It has long been held that many hysterectomies are performed “unnecessarily” in that other alternatives that are less radical, costly, and risky, may have been appropriate.
The American College of Obstetrics and Gynecology has publicly stated that the number of hysterectomies for benign conditions is too high and should be reduced. Many patients desire a hysterectomy, do well, and are happy with their choice. Others may not be aware of alternatives and the pros and cons hysterectomy.
Still others regret having had to have major surgery and have their uterus removed for a benign condition such as fibroids.
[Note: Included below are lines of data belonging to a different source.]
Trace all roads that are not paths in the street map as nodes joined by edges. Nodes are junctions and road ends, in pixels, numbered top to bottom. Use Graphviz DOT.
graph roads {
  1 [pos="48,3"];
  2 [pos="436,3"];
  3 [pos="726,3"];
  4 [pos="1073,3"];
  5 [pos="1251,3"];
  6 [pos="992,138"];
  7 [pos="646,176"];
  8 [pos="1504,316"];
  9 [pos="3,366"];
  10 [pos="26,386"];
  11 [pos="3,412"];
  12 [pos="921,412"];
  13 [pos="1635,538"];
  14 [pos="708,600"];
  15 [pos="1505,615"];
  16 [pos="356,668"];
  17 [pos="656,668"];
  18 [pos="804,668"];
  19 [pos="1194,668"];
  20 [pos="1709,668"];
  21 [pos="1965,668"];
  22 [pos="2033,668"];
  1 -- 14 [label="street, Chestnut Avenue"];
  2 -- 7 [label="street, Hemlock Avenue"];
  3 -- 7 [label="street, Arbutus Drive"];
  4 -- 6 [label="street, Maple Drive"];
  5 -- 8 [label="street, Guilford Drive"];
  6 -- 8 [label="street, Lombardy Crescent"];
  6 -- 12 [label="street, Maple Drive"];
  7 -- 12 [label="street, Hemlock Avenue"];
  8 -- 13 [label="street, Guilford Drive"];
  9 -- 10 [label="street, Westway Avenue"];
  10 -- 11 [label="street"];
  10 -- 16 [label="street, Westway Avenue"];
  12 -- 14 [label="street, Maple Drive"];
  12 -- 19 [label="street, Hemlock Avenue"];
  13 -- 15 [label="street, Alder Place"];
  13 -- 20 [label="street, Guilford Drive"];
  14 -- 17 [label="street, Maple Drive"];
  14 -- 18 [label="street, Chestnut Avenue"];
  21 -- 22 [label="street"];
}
Along those lines, the most common indication for hysterectomy during the reproductive years is uterine fibroids. 167,000 hysterectomies for fibroids are performed annually at significant cost, disability, pain, and risk. I created Acessa as a minimally invasive, outpatient alternative to hysterectomy.
Each and every day I consider the fact that roughly 650 patients in the US will undergo a hysterectomy for fibroids when the overwhelming majority could be treated with Acessa, return home the same day, return to work in 4 days, and be symptom free in a few months. And with less risk and significantly less pain.
A number of physicians I have trained feel that Acessa should be first-line therapy and that hysterectomy should be reserved for those who fail less invasive alternatives. Others have already made it their treatment of choice for patients who have fibroids. Time will tell. In the meantime, the number 650 continues to come to mind.